I go for walks at lunch at work. Even though it’s hot as fuck outside, I’ve still been going for like 15-20 minute ones.
Well, today Mother Nature was all “fuck that, moron trying to get heatstroke so you can go home from work early.”
Here I am, walking around the building next to mine (thankfully NOT my building with MY coworkers) and a spider fell onto my face from a tree I was walking under. Thanks a lot, tree. Apparently I don’t deserve 45 seconds of shade, you jerk.
But this was no ordinary bug on your face situation. Oh no. No no no.
The spider managed to fall onto my face between my sunglasses and my left eye.
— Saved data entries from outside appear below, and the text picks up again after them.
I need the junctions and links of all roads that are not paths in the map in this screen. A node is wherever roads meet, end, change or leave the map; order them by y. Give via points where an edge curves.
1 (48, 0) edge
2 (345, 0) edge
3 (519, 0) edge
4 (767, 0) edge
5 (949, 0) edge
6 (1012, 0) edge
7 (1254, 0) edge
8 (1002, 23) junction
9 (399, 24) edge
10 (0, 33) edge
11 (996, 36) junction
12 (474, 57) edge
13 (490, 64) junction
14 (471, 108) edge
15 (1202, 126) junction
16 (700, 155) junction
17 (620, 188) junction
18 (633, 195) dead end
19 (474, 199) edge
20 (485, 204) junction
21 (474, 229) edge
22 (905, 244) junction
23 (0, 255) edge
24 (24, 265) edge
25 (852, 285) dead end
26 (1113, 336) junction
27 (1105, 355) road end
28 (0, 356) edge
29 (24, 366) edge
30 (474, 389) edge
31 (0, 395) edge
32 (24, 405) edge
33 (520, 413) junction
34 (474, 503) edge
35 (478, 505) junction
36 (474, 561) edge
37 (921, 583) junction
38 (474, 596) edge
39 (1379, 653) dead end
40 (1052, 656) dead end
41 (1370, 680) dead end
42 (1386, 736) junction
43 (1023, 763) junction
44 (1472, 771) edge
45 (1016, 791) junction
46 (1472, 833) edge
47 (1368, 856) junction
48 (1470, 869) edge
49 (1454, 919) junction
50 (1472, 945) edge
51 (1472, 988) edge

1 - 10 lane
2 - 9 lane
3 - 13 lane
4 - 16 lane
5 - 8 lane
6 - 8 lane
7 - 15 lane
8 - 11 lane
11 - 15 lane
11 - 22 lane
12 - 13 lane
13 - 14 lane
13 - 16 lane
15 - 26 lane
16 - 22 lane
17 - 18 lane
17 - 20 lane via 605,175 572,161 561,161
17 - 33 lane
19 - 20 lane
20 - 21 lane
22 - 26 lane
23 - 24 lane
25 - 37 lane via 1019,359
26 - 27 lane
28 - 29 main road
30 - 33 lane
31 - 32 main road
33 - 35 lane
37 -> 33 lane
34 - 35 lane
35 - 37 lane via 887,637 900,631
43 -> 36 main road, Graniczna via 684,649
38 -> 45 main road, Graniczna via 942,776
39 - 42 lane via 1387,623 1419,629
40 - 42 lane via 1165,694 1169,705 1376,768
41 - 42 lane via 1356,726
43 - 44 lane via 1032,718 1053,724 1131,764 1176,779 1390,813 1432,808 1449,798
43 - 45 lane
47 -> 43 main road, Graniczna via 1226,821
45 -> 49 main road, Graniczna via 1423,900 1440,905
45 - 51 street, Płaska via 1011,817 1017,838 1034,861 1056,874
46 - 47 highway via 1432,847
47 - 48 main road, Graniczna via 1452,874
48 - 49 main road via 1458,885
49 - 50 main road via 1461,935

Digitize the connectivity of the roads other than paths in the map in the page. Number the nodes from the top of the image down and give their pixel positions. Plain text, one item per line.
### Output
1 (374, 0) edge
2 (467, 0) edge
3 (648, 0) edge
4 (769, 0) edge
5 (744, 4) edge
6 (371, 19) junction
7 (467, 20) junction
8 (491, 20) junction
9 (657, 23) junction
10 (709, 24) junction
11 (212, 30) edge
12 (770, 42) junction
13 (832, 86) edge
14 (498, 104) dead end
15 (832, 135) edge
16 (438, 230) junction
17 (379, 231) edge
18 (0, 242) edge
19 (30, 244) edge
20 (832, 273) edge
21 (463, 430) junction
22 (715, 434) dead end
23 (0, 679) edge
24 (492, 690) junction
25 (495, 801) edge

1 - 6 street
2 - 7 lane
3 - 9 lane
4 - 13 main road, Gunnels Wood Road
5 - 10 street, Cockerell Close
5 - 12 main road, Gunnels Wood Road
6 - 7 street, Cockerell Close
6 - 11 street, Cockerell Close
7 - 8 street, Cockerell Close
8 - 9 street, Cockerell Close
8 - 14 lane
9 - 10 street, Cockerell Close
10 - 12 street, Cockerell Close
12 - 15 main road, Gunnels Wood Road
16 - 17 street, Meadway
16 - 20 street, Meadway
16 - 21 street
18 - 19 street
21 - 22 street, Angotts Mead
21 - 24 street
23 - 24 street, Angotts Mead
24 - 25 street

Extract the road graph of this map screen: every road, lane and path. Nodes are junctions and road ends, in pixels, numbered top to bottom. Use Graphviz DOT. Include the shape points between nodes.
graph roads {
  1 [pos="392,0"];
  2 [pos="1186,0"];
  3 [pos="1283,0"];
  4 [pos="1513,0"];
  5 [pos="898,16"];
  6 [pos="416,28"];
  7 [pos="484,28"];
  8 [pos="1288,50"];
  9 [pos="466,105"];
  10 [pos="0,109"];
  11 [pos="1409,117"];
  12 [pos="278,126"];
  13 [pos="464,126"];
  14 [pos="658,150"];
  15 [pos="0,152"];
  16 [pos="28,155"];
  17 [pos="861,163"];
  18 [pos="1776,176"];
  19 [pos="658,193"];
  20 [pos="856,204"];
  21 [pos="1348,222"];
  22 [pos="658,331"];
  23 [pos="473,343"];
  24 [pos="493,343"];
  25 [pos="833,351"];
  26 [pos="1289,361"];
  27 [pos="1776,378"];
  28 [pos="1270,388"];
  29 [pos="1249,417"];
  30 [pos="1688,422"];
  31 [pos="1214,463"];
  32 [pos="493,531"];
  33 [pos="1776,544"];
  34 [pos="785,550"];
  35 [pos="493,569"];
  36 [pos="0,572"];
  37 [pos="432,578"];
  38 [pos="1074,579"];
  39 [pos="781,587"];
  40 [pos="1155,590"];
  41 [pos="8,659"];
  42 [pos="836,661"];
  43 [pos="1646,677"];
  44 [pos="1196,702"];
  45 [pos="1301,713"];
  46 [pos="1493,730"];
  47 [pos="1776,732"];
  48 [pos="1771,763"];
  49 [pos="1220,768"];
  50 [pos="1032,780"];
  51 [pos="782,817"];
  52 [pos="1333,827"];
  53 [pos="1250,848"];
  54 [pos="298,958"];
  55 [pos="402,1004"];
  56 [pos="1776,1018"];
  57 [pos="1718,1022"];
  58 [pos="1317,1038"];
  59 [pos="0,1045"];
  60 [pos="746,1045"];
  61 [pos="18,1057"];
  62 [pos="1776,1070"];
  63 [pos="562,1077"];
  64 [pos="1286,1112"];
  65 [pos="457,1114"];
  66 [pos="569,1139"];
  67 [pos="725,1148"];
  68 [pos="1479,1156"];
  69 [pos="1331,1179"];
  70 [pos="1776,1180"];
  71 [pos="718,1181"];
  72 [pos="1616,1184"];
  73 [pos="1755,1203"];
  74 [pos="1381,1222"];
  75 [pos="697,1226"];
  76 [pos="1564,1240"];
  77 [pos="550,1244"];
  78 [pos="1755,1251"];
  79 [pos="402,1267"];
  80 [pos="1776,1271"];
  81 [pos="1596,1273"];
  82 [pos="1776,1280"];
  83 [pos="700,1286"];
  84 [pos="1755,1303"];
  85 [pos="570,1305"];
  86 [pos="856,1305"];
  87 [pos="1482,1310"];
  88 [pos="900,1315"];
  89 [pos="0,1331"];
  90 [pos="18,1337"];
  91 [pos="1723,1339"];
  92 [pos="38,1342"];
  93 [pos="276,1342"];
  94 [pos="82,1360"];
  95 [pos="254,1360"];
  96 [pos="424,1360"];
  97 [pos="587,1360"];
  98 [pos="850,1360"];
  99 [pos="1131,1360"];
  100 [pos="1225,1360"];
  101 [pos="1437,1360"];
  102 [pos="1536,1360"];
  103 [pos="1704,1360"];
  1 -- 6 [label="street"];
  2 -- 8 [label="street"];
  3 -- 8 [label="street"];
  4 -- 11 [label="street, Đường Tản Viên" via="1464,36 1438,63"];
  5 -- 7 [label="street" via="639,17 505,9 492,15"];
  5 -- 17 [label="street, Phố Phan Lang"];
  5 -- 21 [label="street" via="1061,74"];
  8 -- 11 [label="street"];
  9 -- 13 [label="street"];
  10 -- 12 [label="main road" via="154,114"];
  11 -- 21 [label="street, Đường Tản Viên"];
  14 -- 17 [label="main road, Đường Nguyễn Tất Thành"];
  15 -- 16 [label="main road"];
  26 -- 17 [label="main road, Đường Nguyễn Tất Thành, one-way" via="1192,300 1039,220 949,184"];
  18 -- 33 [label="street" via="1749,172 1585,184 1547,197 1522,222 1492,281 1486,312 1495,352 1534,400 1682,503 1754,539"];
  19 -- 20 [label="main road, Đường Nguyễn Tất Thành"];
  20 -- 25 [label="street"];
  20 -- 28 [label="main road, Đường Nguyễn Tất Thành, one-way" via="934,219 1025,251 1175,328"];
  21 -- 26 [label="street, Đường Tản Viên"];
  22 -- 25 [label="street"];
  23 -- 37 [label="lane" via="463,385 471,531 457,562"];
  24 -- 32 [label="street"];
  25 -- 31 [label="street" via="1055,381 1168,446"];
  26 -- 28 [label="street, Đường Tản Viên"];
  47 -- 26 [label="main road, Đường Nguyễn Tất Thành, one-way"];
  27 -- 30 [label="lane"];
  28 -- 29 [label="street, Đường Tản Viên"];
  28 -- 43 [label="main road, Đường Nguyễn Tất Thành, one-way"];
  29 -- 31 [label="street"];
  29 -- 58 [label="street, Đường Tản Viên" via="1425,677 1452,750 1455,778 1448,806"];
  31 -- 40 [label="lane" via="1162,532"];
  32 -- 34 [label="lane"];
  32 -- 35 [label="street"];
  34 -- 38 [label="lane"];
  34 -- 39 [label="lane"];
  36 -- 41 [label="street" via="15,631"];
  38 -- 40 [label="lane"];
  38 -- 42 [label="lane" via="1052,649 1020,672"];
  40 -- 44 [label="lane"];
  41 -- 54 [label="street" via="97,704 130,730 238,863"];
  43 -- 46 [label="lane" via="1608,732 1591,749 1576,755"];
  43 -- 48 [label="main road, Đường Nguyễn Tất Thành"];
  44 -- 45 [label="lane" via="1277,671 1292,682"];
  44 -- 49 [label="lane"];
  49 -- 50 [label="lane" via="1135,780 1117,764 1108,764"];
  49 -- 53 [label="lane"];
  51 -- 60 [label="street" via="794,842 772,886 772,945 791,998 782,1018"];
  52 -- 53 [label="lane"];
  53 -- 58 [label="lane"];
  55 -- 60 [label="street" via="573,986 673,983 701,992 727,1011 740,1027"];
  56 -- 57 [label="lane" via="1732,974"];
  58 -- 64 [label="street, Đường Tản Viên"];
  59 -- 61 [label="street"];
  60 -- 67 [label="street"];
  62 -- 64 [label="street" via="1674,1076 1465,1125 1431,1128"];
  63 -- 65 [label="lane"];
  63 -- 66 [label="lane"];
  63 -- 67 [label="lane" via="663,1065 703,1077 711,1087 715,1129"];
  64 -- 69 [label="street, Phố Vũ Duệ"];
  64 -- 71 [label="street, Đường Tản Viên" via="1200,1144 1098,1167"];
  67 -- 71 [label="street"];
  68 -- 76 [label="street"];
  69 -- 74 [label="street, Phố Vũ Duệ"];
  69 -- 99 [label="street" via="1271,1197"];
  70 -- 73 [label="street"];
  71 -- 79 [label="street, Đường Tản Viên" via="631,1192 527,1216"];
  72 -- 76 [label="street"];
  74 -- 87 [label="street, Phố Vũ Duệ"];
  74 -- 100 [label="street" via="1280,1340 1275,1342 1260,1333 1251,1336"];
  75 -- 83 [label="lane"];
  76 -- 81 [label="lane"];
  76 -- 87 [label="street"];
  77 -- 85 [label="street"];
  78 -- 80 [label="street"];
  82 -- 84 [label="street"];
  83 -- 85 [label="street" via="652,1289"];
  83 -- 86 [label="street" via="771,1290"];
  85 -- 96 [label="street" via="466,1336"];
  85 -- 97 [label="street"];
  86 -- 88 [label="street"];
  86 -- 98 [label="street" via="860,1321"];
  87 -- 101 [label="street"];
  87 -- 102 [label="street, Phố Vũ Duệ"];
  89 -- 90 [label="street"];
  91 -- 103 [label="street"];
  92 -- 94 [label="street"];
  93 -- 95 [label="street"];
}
BETWEEN MY SUNGLASSES AND MY LEFT EYE
So there was screeching and frantic tearing off of sunglasses and flailing about. Of course I was clumsy and this felt like it took waaaaaay longer than just a normal taking off of sunglasses.
Right in front of where all the smokers hang out. So they had a good laugh. Or maybe are concerned about my mental health.
Good news! No spider bite for me, and the spider probably is still alive. I mean, I just tossed my sunglasses to the ground and frantically rubbed at my face and realized it wasn’t on my face. Nor was it on my sunglasses when I picked them up.
And yes, I did finish my walk squinting in the bright light because there was no way in hell I was putting the sunglasses on again right away.